Improving the direct methanol fuel cell performance with poly(vinyl alcohol)/titanium dioxide nanocomposites as a novel electrolyte additive

Abstract

The present investigation deals with the fabrication of new poly(vinyl alcohol)/titanium dioxide (PVA/TiO2) nanocomposites (NCs) with different titanium dioxide (TiO2) loading by using ultrasound irradiation. For the improvement of nanoparticles (NPs) dispersion and increasing possible interactions between NPs and PVA, the surface of TiO2 NPs was modified by γ-aminopropyltriethoxy silane. The as-prepared NCs were characterized by spectroscopic, thermogravimetric analysis and electron microscopy methods. The results demonstrate that NPs dispersed homogeneously within the PVA matrix on nanoscale, which could be assigned to the hydrogen and covalent bonds formed between PVA and NPs.

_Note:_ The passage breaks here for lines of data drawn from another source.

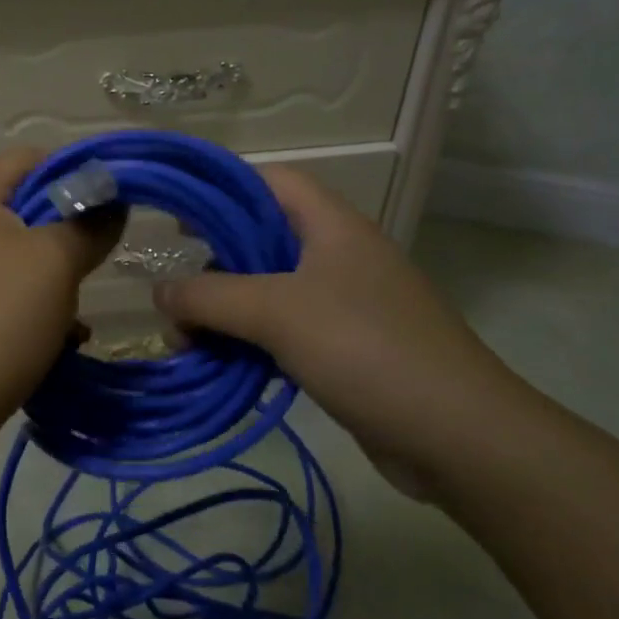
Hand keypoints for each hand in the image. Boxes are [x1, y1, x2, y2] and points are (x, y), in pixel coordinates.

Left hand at [0, 147, 121, 467]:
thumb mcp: (53, 264)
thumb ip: (88, 225)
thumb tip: (112, 203)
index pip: (25, 158)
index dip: (70, 168)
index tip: (111, 197)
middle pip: (23, 211)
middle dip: (67, 232)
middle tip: (100, 257)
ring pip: (19, 263)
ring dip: (55, 281)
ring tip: (80, 311)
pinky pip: (5, 302)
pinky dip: (35, 314)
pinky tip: (62, 343)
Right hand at [153, 165, 527, 494]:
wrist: (459, 436)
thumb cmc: (366, 349)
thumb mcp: (276, 312)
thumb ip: (209, 296)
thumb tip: (158, 292)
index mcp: (331, 225)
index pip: (268, 182)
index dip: (221, 188)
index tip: (176, 213)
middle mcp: (339, 255)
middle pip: (262, 238)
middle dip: (212, 262)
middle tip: (173, 288)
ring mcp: (347, 303)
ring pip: (270, 290)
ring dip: (226, 310)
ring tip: (184, 337)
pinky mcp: (349, 348)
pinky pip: (287, 331)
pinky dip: (251, 341)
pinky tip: (222, 363)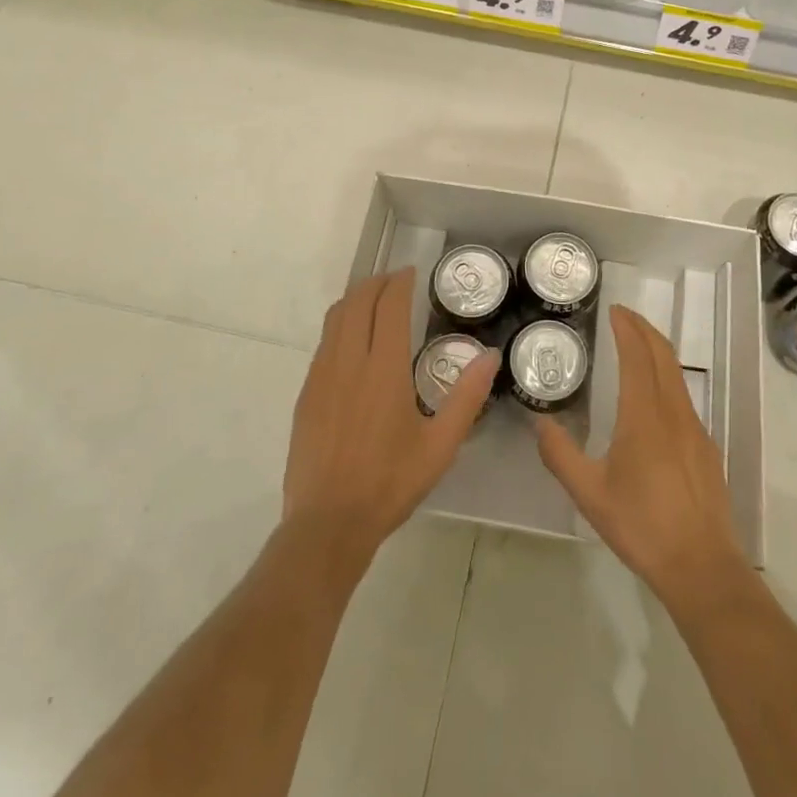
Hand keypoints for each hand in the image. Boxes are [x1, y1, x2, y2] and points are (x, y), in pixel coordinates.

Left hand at [283, 269, 496, 565]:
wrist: (328, 524)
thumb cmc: (390, 483)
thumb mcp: (440, 445)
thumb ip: (467, 397)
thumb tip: (490, 355)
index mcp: (384, 369)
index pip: (388, 306)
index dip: (399, 283)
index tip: (411, 273)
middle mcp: (349, 362)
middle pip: (357, 302)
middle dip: (376, 283)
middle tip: (395, 281)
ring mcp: (321, 376)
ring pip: (335, 318)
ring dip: (355, 300)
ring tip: (373, 301)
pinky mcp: (306, 394)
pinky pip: (323, 343)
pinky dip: (339, 325)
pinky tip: (352, 341)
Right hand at [534, 305, 747, 610]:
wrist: (702, 566)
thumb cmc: (642, 525)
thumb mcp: (589, 493)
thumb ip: (560, 455)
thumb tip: (540, 424)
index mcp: (644, 415)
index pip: (637, 355)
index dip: (627, 328)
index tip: (615, 310)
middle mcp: (673, 411)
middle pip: (663, 355)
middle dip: (644, 329)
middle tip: (623, 317)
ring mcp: (695, 428)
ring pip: (676, 374)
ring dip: (656, 351)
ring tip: (635, 347)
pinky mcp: (705, 447)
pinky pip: (683, 397)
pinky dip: (666, 377)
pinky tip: (652, 397)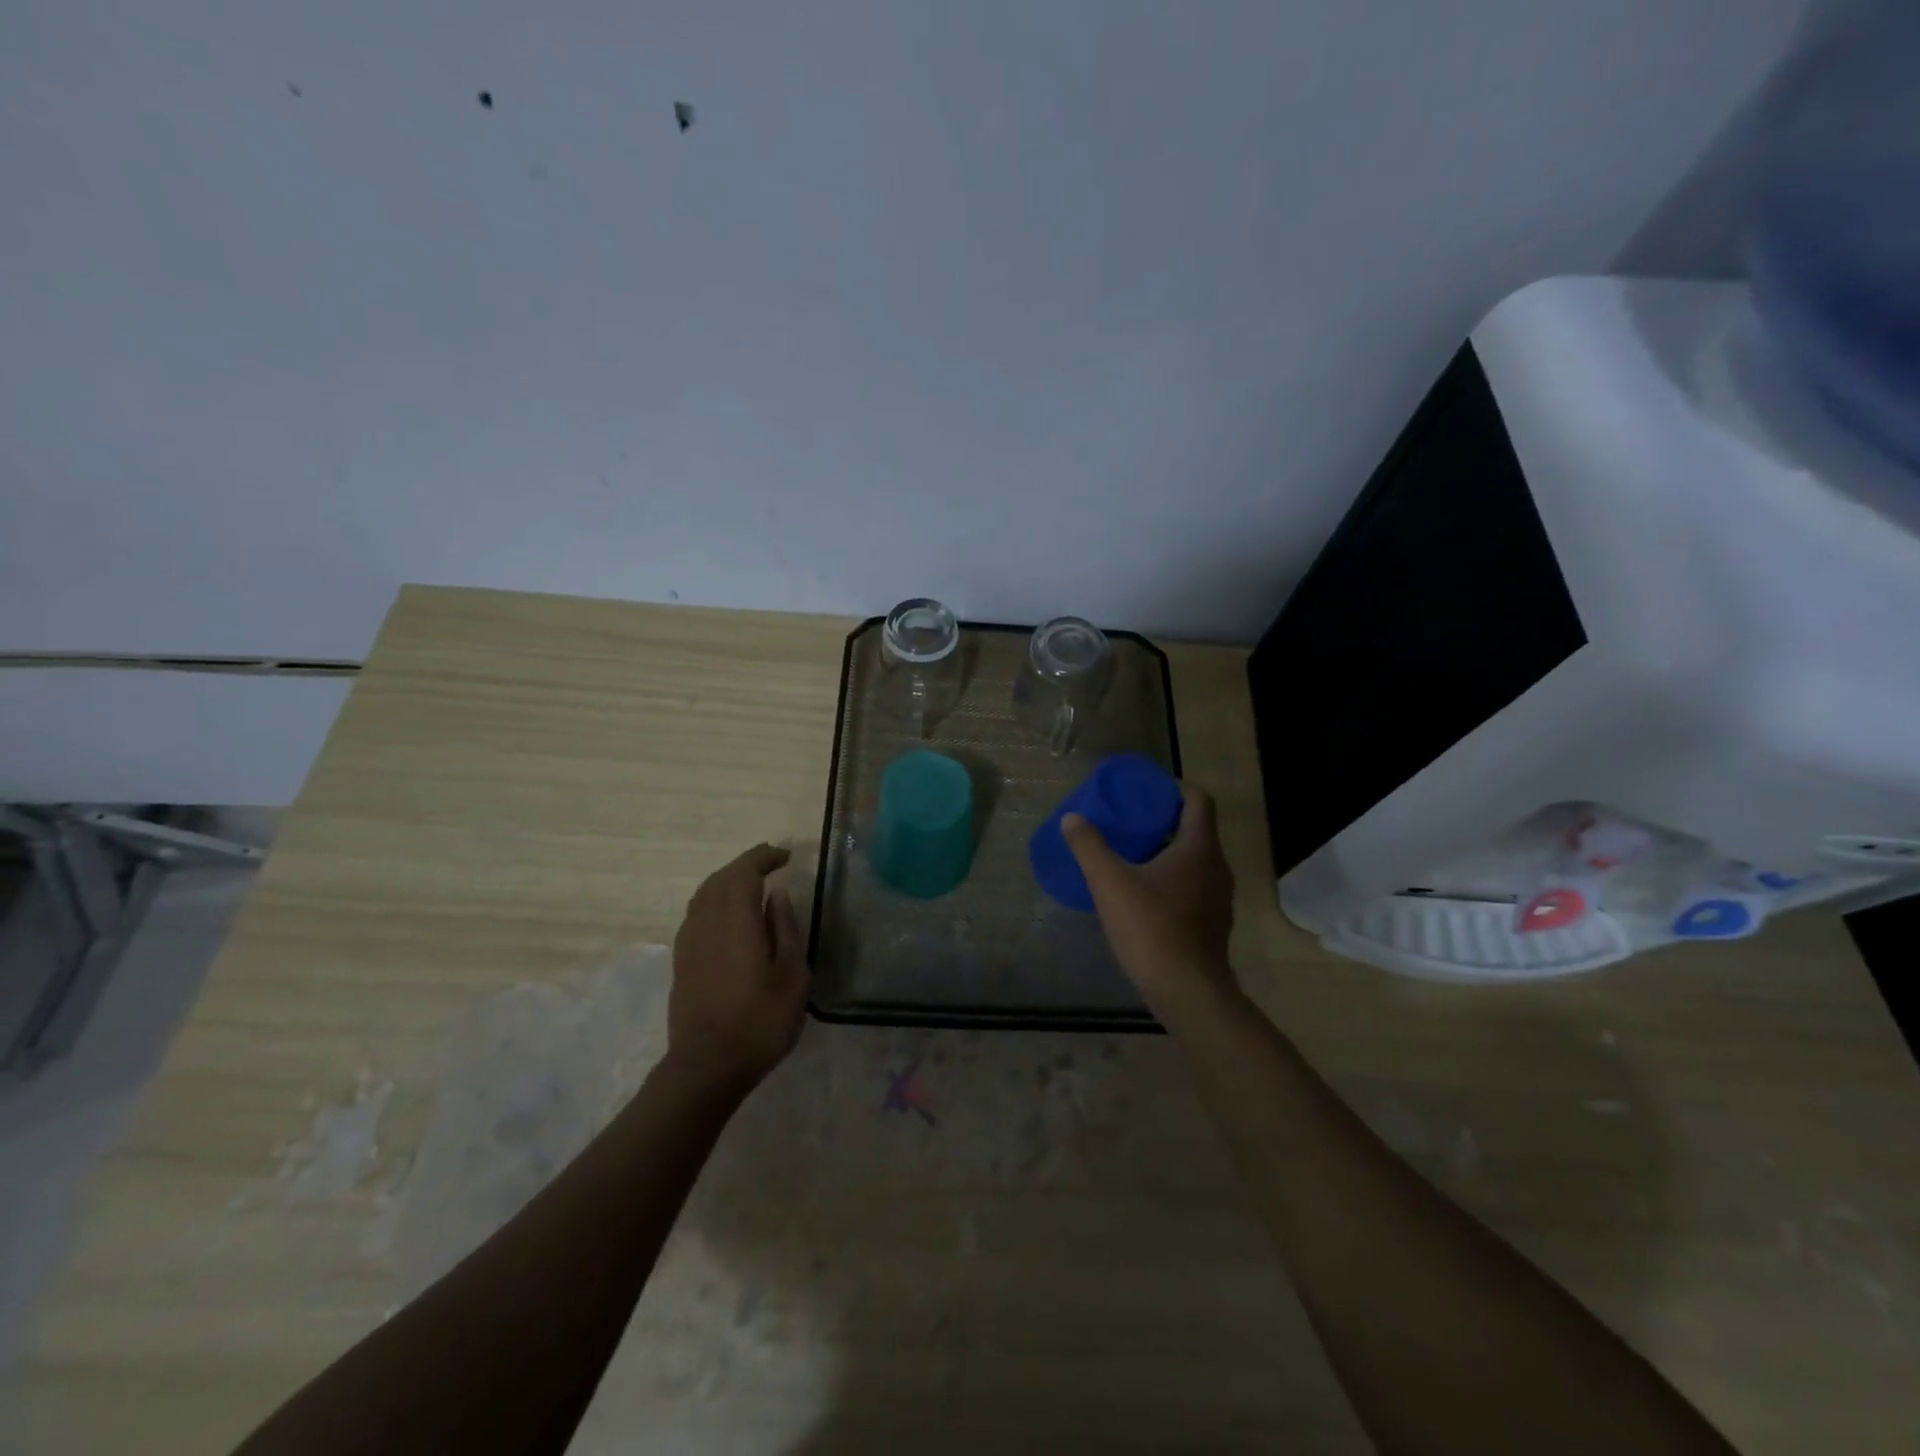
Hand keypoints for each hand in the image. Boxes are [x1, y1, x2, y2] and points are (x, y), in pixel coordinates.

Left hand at [668, 844, 808, 1088]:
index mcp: (735, 918)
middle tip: (773, 865)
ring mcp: (688, 941)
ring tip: (753, 886)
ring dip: (729, 882)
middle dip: (746, 865)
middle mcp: (706, 921)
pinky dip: (716, 901)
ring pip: (705, 894)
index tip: (786, 857)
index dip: (765, 857)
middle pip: (721, 878)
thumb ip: (785, 928)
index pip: (745, 870)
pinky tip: (730, 917)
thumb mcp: (792, 974)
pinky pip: (697, 913)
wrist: (707, 1067)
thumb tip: (777, 894)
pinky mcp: (682, 960)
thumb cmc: (760, 1020)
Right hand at [1063, 785, 1236, 1009]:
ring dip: (1168, 851)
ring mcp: (1218, 898)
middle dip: (1165, 819)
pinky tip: (1144, 894)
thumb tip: (1072, 818)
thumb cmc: (1152, 928)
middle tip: (1131, 819)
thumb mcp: (1110, 883)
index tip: (1148, 788)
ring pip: (1196, 861)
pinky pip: (1194, 887)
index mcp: (1199, 848)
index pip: (1198, 800)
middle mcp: (1217, 867)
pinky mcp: (1212, 924)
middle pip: (1197, 829)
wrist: (1187, 992)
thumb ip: (1089, 846)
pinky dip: (1172, 879)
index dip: (1175, 787)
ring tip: (1133, 854)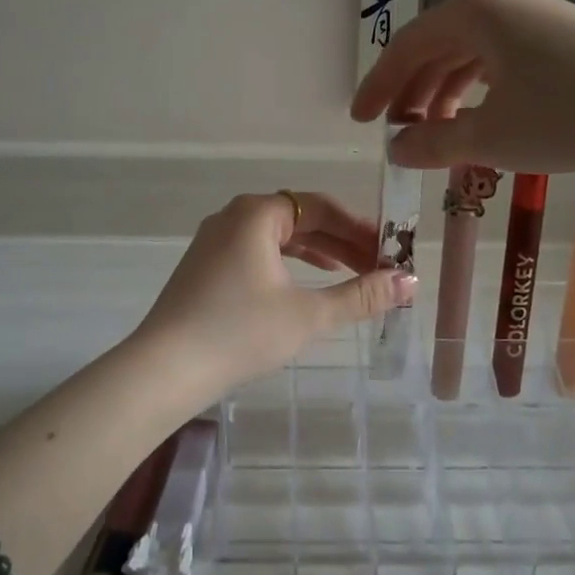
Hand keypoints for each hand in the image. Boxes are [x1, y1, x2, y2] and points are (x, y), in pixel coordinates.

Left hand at [135, 191, 415, 390]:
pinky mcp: (206, 265)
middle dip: (341, 242)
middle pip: (300, 218)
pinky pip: (258, 251)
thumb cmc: (240, 331)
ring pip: (278, 236)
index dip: (360, 227)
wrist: (165, 366)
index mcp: (257, 213)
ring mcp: (215, 240)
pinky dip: (288, 263)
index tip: (390, 251)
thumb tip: (409, 281)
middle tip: (377, 266)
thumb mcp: (308, 314)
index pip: (321, 207)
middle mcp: (234, 216)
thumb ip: (361, 295)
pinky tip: (306, 283)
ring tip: (351, 273)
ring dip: (317, 253)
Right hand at [351, 0, 574, 170]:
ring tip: (435, 132)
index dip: (378, 87)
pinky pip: (498, 56)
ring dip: (444, 92)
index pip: (406, 48)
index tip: (358, 120)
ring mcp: (531, 13)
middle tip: (397, 132)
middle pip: (435, 46)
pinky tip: (479, 115)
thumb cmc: (568, 112)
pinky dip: (478, 87)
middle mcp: (497, 0)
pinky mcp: (558, 31)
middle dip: (411, 92)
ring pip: (468, 52)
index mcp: (471, 11)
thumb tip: (396, 149)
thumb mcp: (491, 136)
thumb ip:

The results indicated that heat stability of NCs was improved in the presence of modified TiO2 NPs. The mechanisms of surface modification and a possible mechanism of ultrasonic induced interaction between polymer and NPs have been analyzed.Then, these NCs have been used as a novel electrolyte additive in alkaline half cell to improve the electrical efficiency of the direct methanol fuel cell (DMFC). Finally, the electrochemical characteristics of the half cell of DMFC which employ the PVA/TiO2 NCs were investigated. The results reveal that introduction of NCs within electrolyte can modify the electronic property of Pt surface and improve the electrocatalytic activity of Pt in methanol oxidation and prevents catalyst from more poisoning by intermediate products of methanol oxidation.